The screen takes its taxes in smaller coins too. A review in BMJ Open Ophthalmology found digital eye strain may affect 50 percent or more of computer users. And in a 2025 JAMA Network Open analysis of 122,058 adults, daily screen use before bed was linked to later bedtimes, poorer sleep quality, and roughly 50 minutes less sleep each week. A 2025 systematic review and meta-analysis likewise found that more screen time was associated with shorter sleep, more insomnia symptoms, and delayed bedtime. (PubMed)

Software culture has its own name for this erosion. A systematic mapping study in software engineering found that tension at work, job overload, and job demands contribute to burnout, and that work exhaustion drives turnover among IT developers. Other studies found that ICT demands worsen burnout and work-family balance, while techno-stressors in remote workers are linked to burnout, depressed mood, and anxiety symptoms. (ScienceDirect)

So yes, the metaphor is accurate: too many hours on the machine can make you machine-like. Not because you lose intelligence, but because you lose rhythm. A machine can run continuously. A human being is tidal. Breath in, breath out. Effort, release. Focus, recovery. We do not break because we rest. We break because we do not.

This is why breathwork matters so much. Breath is one of the few bridges between the voluntary and involuntary worlds. You can change it on purpose, and in doing so, begin to change the state of the body that is carrying your mind. NCCIH explains that breathing exercises can help evoke the relaxation response, marked by slower breathing, lower blood pressure, and reduced heart rate. A 2023 meta-analysis of randomized trials found breathwork produced a small-to-medium reduction in self-reported stress, and a Stanford randomized trial found that just five minutes a day of structured breathing, especially exhale-focused cyclic sighing, improved mood and reduced physiological arousal more than mindfulness meditation. (NCCIH)

Aroonji’s humane reset for tech workers

These are not productivity hacks. They are remembrance practices.

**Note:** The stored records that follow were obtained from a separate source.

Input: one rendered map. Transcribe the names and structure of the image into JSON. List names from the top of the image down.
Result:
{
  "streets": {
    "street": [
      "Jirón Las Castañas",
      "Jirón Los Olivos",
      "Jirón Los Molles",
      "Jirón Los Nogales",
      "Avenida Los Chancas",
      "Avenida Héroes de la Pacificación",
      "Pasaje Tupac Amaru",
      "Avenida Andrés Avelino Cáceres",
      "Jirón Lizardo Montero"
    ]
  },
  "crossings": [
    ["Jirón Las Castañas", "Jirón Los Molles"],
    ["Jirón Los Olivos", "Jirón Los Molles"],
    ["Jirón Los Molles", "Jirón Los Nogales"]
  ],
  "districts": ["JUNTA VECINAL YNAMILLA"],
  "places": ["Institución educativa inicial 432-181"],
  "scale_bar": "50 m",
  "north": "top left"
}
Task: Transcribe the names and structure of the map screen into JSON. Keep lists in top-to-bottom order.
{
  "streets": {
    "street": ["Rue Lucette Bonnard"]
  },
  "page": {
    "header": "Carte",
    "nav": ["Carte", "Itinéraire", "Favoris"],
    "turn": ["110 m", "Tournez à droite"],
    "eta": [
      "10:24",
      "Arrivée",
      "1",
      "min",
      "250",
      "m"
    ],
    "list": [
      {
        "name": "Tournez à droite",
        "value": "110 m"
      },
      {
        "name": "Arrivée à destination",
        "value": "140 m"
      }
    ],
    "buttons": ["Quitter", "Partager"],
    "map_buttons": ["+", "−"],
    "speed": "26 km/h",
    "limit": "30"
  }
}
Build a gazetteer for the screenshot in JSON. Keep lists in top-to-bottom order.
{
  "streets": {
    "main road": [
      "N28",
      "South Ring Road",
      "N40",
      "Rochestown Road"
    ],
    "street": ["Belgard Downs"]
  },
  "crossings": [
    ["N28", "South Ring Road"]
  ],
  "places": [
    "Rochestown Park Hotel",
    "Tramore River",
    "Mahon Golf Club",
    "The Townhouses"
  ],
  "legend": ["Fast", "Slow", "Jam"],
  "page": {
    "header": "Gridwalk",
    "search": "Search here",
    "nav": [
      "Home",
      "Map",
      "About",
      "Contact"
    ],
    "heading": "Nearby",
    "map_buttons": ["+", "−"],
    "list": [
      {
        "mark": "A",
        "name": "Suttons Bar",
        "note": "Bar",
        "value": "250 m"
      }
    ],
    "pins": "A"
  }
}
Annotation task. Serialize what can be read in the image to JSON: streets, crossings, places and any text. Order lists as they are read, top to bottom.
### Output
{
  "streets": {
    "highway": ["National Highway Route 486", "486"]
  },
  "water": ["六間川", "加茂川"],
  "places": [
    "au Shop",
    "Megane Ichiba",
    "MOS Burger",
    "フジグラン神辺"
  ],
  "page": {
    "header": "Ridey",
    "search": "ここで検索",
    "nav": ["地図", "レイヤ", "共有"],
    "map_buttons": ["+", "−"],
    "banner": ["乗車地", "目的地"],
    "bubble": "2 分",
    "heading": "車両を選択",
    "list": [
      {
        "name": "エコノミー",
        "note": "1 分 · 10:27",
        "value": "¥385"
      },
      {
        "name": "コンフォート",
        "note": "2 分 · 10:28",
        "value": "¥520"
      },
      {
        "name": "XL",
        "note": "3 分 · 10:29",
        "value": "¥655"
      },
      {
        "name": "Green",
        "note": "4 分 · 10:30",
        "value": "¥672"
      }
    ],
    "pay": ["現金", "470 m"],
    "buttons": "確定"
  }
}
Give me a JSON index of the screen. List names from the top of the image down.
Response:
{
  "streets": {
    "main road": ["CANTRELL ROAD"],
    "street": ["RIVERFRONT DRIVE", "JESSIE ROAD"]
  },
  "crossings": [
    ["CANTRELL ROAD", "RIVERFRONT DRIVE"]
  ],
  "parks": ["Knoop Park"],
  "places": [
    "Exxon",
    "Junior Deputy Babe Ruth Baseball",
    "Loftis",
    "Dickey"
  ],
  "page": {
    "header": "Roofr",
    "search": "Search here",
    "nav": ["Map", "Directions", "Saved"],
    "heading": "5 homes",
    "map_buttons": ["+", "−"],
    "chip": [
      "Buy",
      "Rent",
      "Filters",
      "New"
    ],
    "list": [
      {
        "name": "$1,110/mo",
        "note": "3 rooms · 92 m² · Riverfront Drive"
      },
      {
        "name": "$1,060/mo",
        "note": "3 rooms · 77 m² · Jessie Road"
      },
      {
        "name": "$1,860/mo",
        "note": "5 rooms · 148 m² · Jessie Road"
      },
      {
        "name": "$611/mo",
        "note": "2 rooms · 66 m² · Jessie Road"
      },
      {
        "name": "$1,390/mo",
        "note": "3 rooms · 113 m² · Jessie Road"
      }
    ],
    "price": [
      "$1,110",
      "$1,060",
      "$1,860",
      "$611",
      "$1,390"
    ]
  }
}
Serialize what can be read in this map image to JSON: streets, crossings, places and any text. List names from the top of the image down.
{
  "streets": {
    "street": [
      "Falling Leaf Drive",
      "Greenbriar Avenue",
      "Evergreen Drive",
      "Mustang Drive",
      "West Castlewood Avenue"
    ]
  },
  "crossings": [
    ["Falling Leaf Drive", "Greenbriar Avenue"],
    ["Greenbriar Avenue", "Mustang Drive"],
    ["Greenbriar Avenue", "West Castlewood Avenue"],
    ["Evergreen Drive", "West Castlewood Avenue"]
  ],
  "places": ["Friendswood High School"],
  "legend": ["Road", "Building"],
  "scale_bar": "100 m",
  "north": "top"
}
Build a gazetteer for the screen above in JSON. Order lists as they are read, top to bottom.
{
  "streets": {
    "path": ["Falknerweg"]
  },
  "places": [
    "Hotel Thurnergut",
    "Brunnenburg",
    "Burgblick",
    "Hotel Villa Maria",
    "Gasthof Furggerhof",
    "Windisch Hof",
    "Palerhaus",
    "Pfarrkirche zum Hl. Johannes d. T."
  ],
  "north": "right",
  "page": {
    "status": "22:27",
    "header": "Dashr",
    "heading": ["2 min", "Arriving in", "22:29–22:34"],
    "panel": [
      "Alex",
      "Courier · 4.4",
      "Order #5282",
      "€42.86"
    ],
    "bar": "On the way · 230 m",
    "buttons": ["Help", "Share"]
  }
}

1. The Return-to-Human Breath — 3 minutes
Sit upright. Let both feet touch the floor. Inhale gently through the nose. Take one soft second sip of air. Then exhale slowly, longer than the inhale. Repeat for 5 to 10 rounds.
This is the breath I would give a programmer after three back-to-back meetings, a founder before sending the difficult email, a designer after staring too long into pixels. The long exhale tells the body: the tiger is not in the room.

2. Nadi Shodhana for tab-overload — 5 minutes
This is alternate nostril breathing, one of yoga’s most elegant balancing practices.
Close the right nostril and inhale through the left. Close the left and exhale through the right. Inhale through the right. Close the right and exhale through the left. That is one round. Continue gently for 3 to 5 minutes.
Do it softly. No strain. No heroic breath retention in the middle of the workday. This is not a contest. It is nervous-system housekeeping.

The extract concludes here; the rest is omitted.